▸ **Task instructions**
The data below must be copied in full and without any change.

Excerpts from a dataset
┌──

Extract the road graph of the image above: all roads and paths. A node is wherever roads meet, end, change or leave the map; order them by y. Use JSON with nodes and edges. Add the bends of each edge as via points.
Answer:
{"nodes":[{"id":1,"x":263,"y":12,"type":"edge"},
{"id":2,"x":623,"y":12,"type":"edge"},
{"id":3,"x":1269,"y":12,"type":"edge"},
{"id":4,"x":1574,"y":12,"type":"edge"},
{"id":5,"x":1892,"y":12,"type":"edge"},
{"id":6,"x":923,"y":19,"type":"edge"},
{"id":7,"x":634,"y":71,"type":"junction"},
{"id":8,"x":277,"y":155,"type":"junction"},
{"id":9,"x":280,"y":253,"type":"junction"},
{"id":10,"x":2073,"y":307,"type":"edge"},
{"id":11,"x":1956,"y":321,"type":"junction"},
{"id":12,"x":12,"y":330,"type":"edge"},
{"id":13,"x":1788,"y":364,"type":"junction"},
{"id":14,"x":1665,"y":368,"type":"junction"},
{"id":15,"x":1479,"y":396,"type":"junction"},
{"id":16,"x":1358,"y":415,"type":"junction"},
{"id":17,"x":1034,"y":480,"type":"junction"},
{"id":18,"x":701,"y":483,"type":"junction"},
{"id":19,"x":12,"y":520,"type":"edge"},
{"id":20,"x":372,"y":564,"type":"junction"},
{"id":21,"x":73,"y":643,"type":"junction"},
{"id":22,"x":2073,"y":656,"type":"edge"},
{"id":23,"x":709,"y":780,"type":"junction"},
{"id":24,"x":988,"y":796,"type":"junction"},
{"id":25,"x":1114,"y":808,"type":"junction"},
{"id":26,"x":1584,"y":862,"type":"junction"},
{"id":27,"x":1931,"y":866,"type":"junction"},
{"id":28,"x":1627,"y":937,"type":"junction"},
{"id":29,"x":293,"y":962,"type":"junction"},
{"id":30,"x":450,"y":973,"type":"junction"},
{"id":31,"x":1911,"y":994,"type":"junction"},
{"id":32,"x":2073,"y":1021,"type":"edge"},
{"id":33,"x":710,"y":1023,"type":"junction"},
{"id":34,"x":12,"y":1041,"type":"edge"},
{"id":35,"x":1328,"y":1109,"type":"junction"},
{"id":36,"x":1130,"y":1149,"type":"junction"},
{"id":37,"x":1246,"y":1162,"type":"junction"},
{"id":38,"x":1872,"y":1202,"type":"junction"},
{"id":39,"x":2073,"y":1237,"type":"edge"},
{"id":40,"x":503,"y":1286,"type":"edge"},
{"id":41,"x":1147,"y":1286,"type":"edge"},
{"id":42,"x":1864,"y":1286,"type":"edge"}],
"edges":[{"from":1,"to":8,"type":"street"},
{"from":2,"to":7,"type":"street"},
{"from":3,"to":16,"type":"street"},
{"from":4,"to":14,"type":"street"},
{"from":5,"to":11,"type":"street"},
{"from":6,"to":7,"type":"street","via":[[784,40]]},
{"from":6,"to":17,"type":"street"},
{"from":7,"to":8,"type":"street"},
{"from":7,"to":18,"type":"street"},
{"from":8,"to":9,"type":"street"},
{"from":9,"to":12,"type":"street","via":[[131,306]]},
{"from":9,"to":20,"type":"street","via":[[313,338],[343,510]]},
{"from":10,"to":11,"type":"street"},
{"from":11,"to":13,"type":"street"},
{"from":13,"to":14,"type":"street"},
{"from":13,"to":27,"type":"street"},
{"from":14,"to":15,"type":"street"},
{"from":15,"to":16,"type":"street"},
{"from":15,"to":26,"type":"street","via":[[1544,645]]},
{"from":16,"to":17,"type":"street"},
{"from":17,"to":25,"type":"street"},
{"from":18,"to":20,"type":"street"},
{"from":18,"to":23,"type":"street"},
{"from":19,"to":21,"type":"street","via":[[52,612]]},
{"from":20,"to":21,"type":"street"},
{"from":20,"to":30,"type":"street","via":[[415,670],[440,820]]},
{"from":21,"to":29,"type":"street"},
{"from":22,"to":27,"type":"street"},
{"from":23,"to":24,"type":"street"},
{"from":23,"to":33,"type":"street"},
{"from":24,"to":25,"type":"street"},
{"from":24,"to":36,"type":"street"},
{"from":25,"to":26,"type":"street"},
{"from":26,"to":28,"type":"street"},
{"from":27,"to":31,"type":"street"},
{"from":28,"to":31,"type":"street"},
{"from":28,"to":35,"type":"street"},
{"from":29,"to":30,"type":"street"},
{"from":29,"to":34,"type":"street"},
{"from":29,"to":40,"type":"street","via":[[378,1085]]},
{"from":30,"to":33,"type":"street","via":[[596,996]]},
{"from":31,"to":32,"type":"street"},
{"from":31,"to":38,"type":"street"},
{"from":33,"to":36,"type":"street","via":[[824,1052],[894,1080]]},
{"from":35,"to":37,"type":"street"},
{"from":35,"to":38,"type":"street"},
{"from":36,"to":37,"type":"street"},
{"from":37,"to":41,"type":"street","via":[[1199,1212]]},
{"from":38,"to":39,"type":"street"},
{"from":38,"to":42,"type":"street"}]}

└──

▸ **The answer**
Extract the road graph of the image above: all roads and paths. A node is wherever roads meet, end, change or leave the map; order them by y. Use JSON with nodes and edges. Add the bends of each edge as via points.
Answer:
{"nodes":[{"id":1,"x":263,"y":12,"type":"edge"},
{"id":2,"x":623,"y":12,"type":"edge"},
{"id":3,"x":1269,"y":12,"type":"edge"},
{"id":4,"x":1574,"y":12,"type":"edge"},
{"id":5,"x":1892,"y":12,"type":"edge"},
{"id":6,"x":923,"y":19,"type":"edge"},
{"id":7,"x":634,"y":71,"type":"junction"},
{"id":8,"x":277,"y":155,"type":"junction"},
{"id":9,"x":280,"y":253,"type":"junction"},
{"id":10,"x":2073,"y":307,"type":"edge"},
{"id":11,"x":1956,"y":321,"type":"junction"},
{"id":12,"x":12,"y":330,"type":"edge"},
{"id":13,"x":1788,"y":364,"type":"junction"},
{"id":14,"x":1665,"y":368,"type":"junction"},
{"id":15,"x":1479,"y":396,"type":"junction"},
{"id":16,"x":1358,"y":415,"type":"junction"},
{"id":17,"x":1034,"y":480,"type":"junction"},
{"id":18,"x":701,"y":483,"type":"junction"},
{"id":19,"x":12,"y":520,"type":"edge"},
{"id":20,"x":372,"y":564,"type":"junction"},
{"id":21,"x":73,"y":643,"type":"junction"},
{"id":22,"x":2073,"y":656,"type":"edge"},
{"id":23,"x":709,"y":780,"type":"junction"},
{"id":24,"x":988,"y":796,"type":"junction"},
{"id":25,"x":1114,"y":808,"type":"junction"},
{"id":26,"x":1584,"y":862,"type":"junction"},
{"id":27,"x":1931,"y":866,"type":"junction"},
{"id":28,"x":1627,"y":937,"type":"junction"},
{"id":29,"x":293,"y":962,"type":"junction"},
{"id":30,"x":450,"y":973,"type":"junction"},
{"id":31,"x":1911,"y":994,"type":"junction"},
{"id":32,"x":2073,"y":1021,"type":"edge"},
{"id":33,"x":710,"y":1023,"type":"junction"},
{"id":34,"x":12,"y":1041,"type":"edge"},
{"id":35,"x":1328,"y":1109,"type":"junction"},
{"id":36,"x":1130,"y":1149,"type":"junction"},
{"id":37,"x":1246,"y":1162,"type":"junction"},
{"id":38,"x":1872,"y":1202,"type":"junction"},
{"id":39,"x":2073,"y":1237,"type":"edge"},
{"id":40,"x":503,"y":1286,"type":"edge"},
{"id":41,"x":1147,"y":1286,"type":"edge"},
{"id":42,"x":1864,"y":1286,"type":"edge"}],
"edges":[{"from":1,"to":8,"type":"street"},
{"from":2,"to":7,"type":"street"},
{"from":3,"to":16,"type":"street"},
{"from":4,"to":14,"type":"street"},
{"from":5,"to":11,"type":"street"},
{"from":6,"to":7,"type":"street","via":[[784,40]]},
{"from":6,"to":17,"type":"street"},
{"from":7,"to":8,"type":"street"},
{"from":7,"to":18,"type":"street"},
{"from":8,"to":9,"type":"street"},
{"from":9,"to":12,"type":"street","via":[[131,306]]},
{"from":9,"to":20,"type":"street","via":[[313,338],[343,510]]},
{"from":10,"to":11,"type":"street"},
{"from":11,"to":13,"type":"street"},
{"from":13,"to":14,"type":"street"},
{"from":13,"to":27,"type":"street"},
{"from":14,"to":15,"type":"street"},
{"from":15,"to":16,"type":"street"},
{"from":15,"to":26,"type":"street","via":[[1544,645]]},
{"from":16,"to":17,"type":"street"},
{"from":17,"to":25,"type":"street"},
{"from":18,"to":20,"type":"street"},
{"from":18,"to":23,"type":"street"},
{"from":19,"to":21,"type":"street","via":[[52,612]]},
{"from":20,"to":21,"type":"street"},
{"from":20,"to":30,"type":"street","via":[[415,670],[440,820]]},
{"from":21,"to":29,"type":"street"},
{"from":22,"to":27,"type":"street"},
{"from":23,"to":24,"type":"street"},
{"from":23,"to":33,"type":"street"},
{"from":24,"to":25,"type":"street"},
{"from":24,"to":36,"type":"street"},
{"from":25,"to":26,"type":"street"},
{"from":26,"to":28,"type":"street"},
{"from":27,"to":31,"type":"street"},
{"from":28,"to":31,"type":"street"},
{"from":28,"to":35,"type":"street"},
{"from":29,"to":30,"type":"street"},
{"from":29,"to":34,"type":"street"},
{"from":29,"to":40,"type":"street","via":[[378,1085]]},
{"from":30,"to":33,"type":"street","via":[[596,996]]},
{"from":31,"to":32,"type":"street"},
{"from":31,"to":38,"type":"street"},
{"from":33,"to":36,"type":"street","via":[[824,1052],[894,1080]]},
{"from":35,"to":37,"type":"street"},
{"from":35,"to":38,"type":"street"},
{"from":36,"to":37,"type":"street"},
{"from":37,"to":41,"type":"street","via":[[1199,1212]]},
{"from":38,"to":39,"type":"street"},
{"from":38,"to":42,"type":"street"}]}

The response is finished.